白銀がこういう理屈じゃないかと俺に言ってくれるが、黒鉄とヴィオラが余計な事を言ったせいで後程マオよりお叱りを喰らうことになる。
流石に可哀想になり白銀の頭を撫でるとしょんぼりしながらも、ちゃんと怒られようとする所が変に真面目で可愛いなと思う。

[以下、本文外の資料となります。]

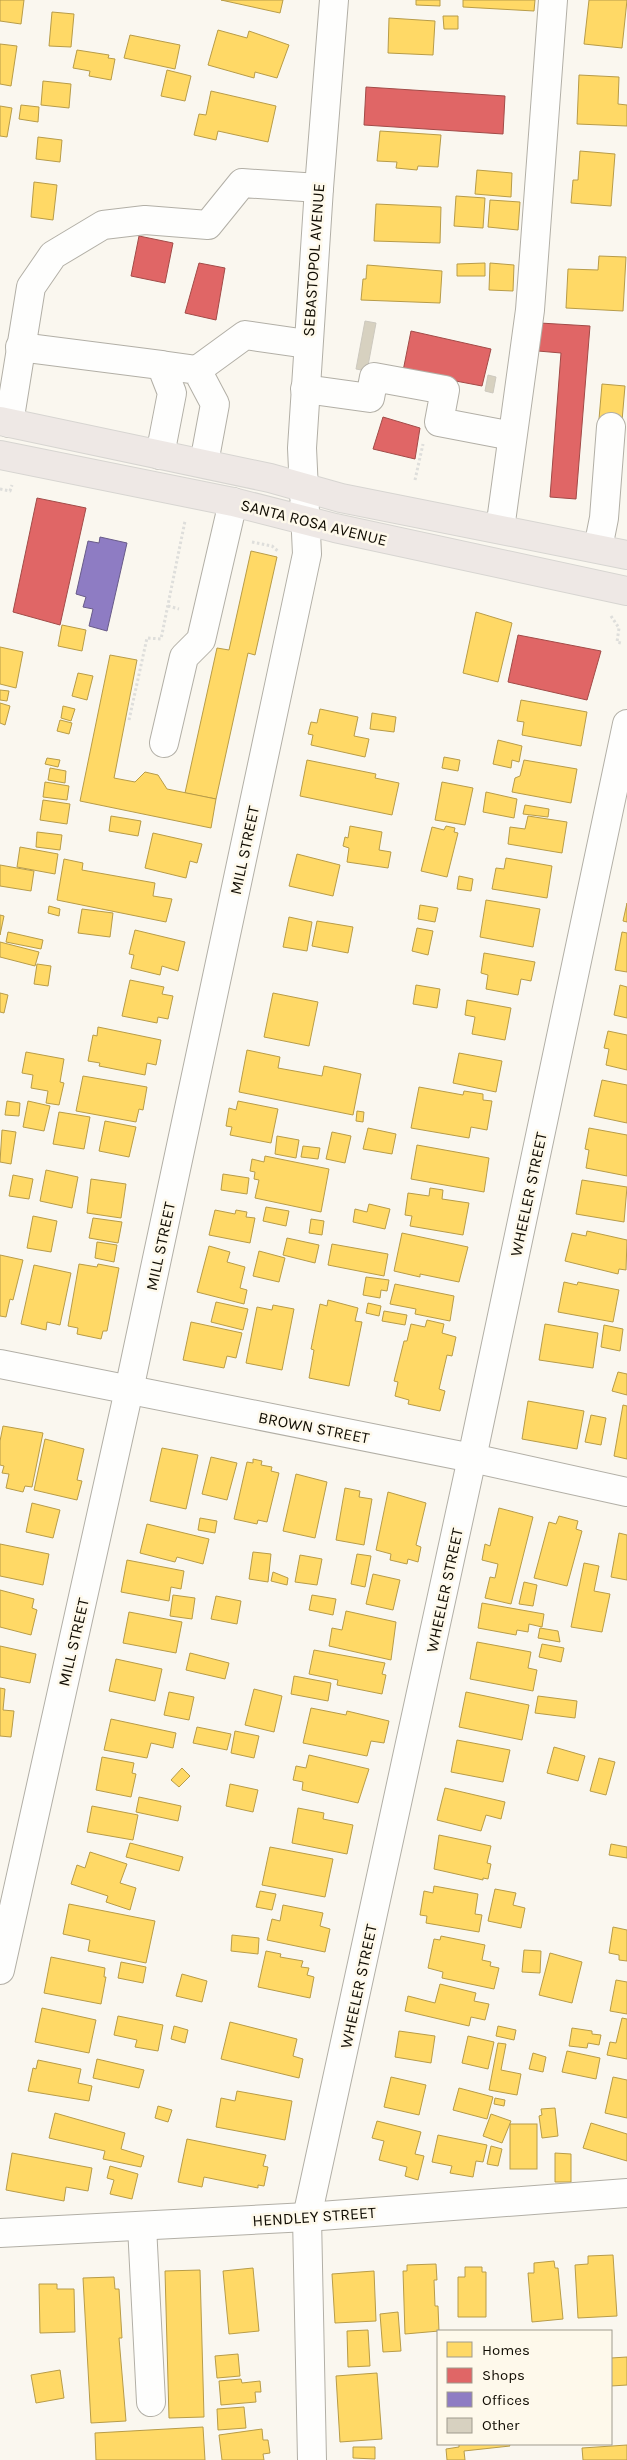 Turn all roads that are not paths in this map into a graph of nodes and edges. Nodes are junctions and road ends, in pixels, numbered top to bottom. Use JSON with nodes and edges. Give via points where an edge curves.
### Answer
{"nodes":[{"id":1,"x":334,"y":0,"type":"edge"},
{"id":2,"x":553,"y":0,"type":"edge"},
{"id":3,"x":318,"y":188,"type":"junction"},
{"id":4,"x":307,"y":344,"type":"junction"},
{"id":5,"x":20,"y":346,"type":"junction"},
{"id":6,"x":161,"y":365,"type":"junction"},
{"id":7,"x":197,"y":370,"type":"junction"},
{"id":8,"x":305,"y":389,"type":"junction"},
{"id":9,"x":4,"y":422,"type":"edge"},
{"id":10,"x":611,"y":427,"type":"dead end"},
{"id":11,"x":512,"y":436,"type":"junction"},
{"id":12,"x":160,"y":454,"type":"junction"},
{"id":13,"x":0,"y":455,"type":"edge"},
{"id":14,"x":204,"y":464,"type":"junction"},
{"id":15,"x":305,"y":487,"type":"junction"},
{"id":16,"x":233,"y":502,"type":"junction"},
{"id":17,"x":306,"y":521,"type":"junction"},
{"id":18,"x":500,"y":528,"type":"junction"},
{"id":19,"x":598,"y":548,"type":"junction"},
{"id":20,"x":627,"y":555,"type":"edge"},
{"id":21,"x":627,"y":591,"type":"edge"},
{"id":22,"x":627,"y":724,"type":"edge"},
{"id":23,"x":164,"y":743,"type":"dead end"},
{"id":24,"x":0,"y":1364,"type":"edge"},
{"id":25,"x":129,"y":1390,"type":"junction"},
{"id":26,"x":472,"y":1458,"type":"junction"},
{"id":27,"x":627,"y":1492,"type":"edge"},
{"id":28,"x":0,"y":1970,"type":"edge"},
{"id":29,"x":627,"y":2192,"type":"edge"},
{"id":30,"x":307,"y":2217,"type":"junction"},
{"id":31,"x":142,"y":2226,"type":"junction"},
{"id":32,"x":0,"y":2233,"type":"edge"},
{"id":33,"x":151,"y":2402,"type":"dead end"},
{"id":34,"x":312,"y":2460,"type":"edge"}],
"edges":[{"from":1,"to":3,"type":"street","name":"SEBASTOPOL AVENUE"},
{"from":2,"to":11,"type":"street","via":[[530,310]]},
{"from":3,"to":4,"type":"street","name":"SEBASTOPOL AVENUE"},
{"from":3,"to":5,"type":"street","via":[[242,183],[208,225],[145,220],[103,225],[53,255],[31,287]]},
{"from":4,"to":7,"type":"street","via":[[245,335]]},
{"from":4,"to":8,"type":"street","name":"SEBASTOPOL AVENUE"},
{"from":5,"to":6,"type":"street"},
{"from":5,"to":9,"type":"street"},
{"from":6,"to":7,"type":"street"},
{"from":6,"to":12,"type":"street","via":[[172,393]]},
{"from":7,"to":14,"type":"street","via":[[215,404]]},
{"from":8,"to":11,"type":"street","via":[[370,398],[374,377],[445,390],[439,422]]},
{"from":8,"to":15,"type":"street","name":"SEBASTOPOL AVENUE","via":[[302,448]]},
{"from":9,"to":12,"type":"main road","name":"SANTA ROSA AVENUE"},
{"from":10,"to":19,"type":"street","via":[[604,518]]},
{"from":11,"to":18,"type":"street"},
{"from":12,"to":14,"type":"main road","name":"SANTA ROSA AVENUE"},
{"from":13,"to":16,"type":"main road","name":"SANTA ROSA AVENUE"},
{"from":14,"to":15,"type":"main road","name":"SANTA ROSA AVENUE"},
{"from":15,"to":17,"type":"street","name":"SEBASTOPOL AVENUE"},
{"from":15,"to":18,"type":"main road","name":"SANTA ROSA AVENUE","via":[[341,498]]},
{"from":16,"to":17,"type":"main road","name":"SANTA ROSA AVENUE"},
{"from":16,"to":23,"type":"street","via":[[202,640],[184,657]]},
{"from":17,"to":21,"type":"main road","name":"SANTA ROSA AVENUE"},
{"from":17,"to":25,"type":"street","name":"MILL STREET","via":[[307,554]]},
{"from":18,"to":19,"type":"main road","name":"SANTA ROSA AVENUE"},
{"from":19,"to":20,"type":"main road","name":"SANTA ROSA AVENUE"},
{"from":22,"to":26,"type":"street","name":"WHEELER STREET"},
{"from":24,"to":25,"type":"street","name":"BROWN STREET"},
{"from":25,"to":26,"type":"street","name":"BROWN STREET"},
{"from":25,"to":28,"type":"street","name":"MILL STREET"},
{"from":26,"to":27,"type":"street","name":"BROWN STREET"},
{"from":26,"to":30,"type":"street","name":"WHEELER STREET"},
{"from":29,"to":30,"type":"street","name":"HENDLEY STREET"},
{"from":30,"to":31,"type":"street","name":"HENDLEY STREET"},
{"from":30,"to":34,"type":"street","name":"WHEELER STREET"},
{"from":31,"to":32,"type":"street","name":"HENDLEY STREET"},
{"from":31,"to":33,"type":"street"}]}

取り敢えず普通に持っていても問題ない品を、神威に教わりながら仕分けていく。
「あ、これ…オレが探してた素材…」
「ん?どれだ?」
「えっと、この亀の甲羅みたいなのなんですけど…」
「色々教えて貰ってるし良かったらやるよ」
「いや、それは流石に…」
「いいっていいって、ソロで行動してるなら武器とか防具はしっかり整えないと大変だろ?」
マオがどこからか拾ってきた亀の甲羅を神威に手渡しつつ、ある程度し分けられた素材を
クッション用に縫った綿詰め前の布の中に分かりやすいように詰め込む。
貴重な物はそのままインベントリにしまい、後でゆっくり確認しようと思いながら作業を終えると、マオ達の方から腹の音が聞こえては朝食がまだだったなと思い良ければ作るから一緒に食べようと神威を誘うのだった。